(Bounding box coordinate data)
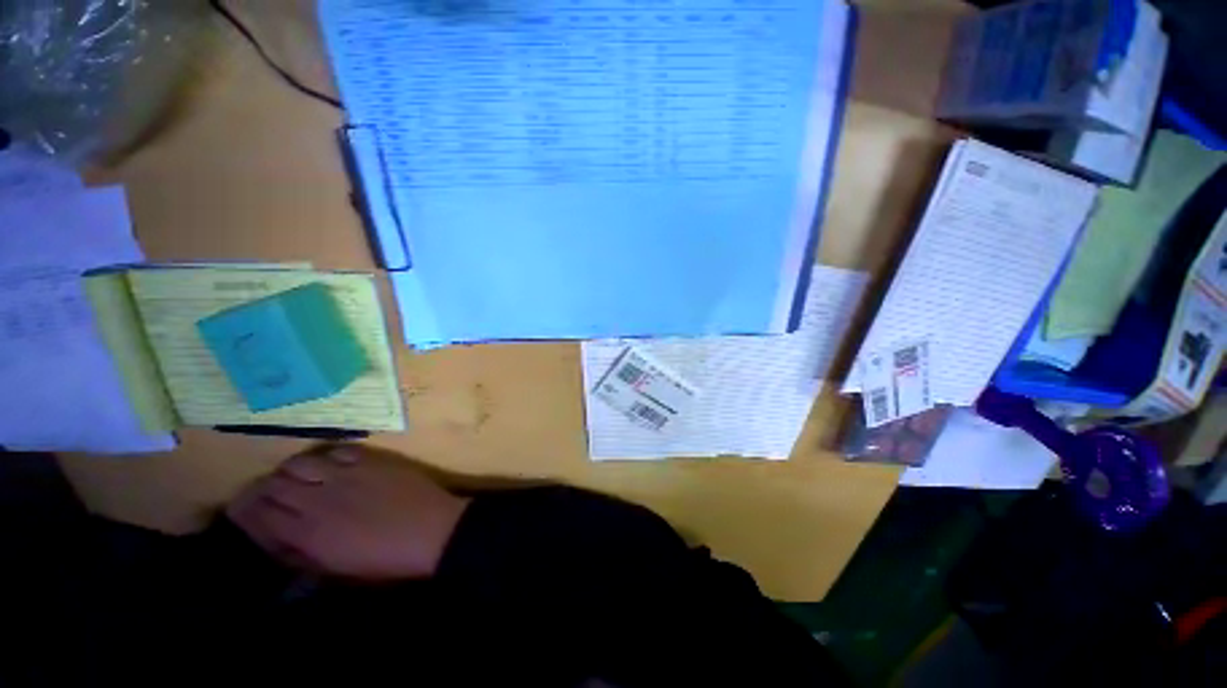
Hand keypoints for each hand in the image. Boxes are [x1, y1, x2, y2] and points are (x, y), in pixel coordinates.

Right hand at [227, 444, 470, 580]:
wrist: (433, 530)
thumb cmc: (386, 559)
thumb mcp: (336, 569)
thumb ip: (301, 553)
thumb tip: (277, 538)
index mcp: (308, 532)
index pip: (258, 513)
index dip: (245, 509)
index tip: (243, 509)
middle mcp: (319, 499)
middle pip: (273, 484)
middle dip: (264, 488)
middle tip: (269, 493)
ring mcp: (346, 474)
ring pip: (299, 462)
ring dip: (291, 470)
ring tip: (299, 478)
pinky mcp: (371, 460)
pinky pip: (337, 450)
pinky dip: (326, 456)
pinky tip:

TASK PROMPT: Omitting the images, output each record precisely as written.

TASK ANSWER:
Hand keypoints for each hand in the image. Boxes are [x1, y1, x2, y2] and points are (x, y), in pixel coordinates.

Right hand at [227, 444, 470, 580]:
wrist: (433, 530)
thumb cmc: (386, 559)
thumb mcp: (336, 569)
thumb ip: (301, 553)
thumb tip: (277, 538)
index mcp: (308, 532)
index pip: (258, 513)
index dip: (245, 509)
index tip: (243, 509)
middle mcp: (319, 499)
middle pip: (273, 484)
middle dip: (264, 488)
middle tip: (269, 493)
ring mcp: (346, 474)
ring pip: (299, 462)
ring dip: (291, 470)
ring tip: (299, 478)
pinky mcp: (371, 460)
pinky pip: (337, 450)
pinky dip: (326, 456)
pinky tip:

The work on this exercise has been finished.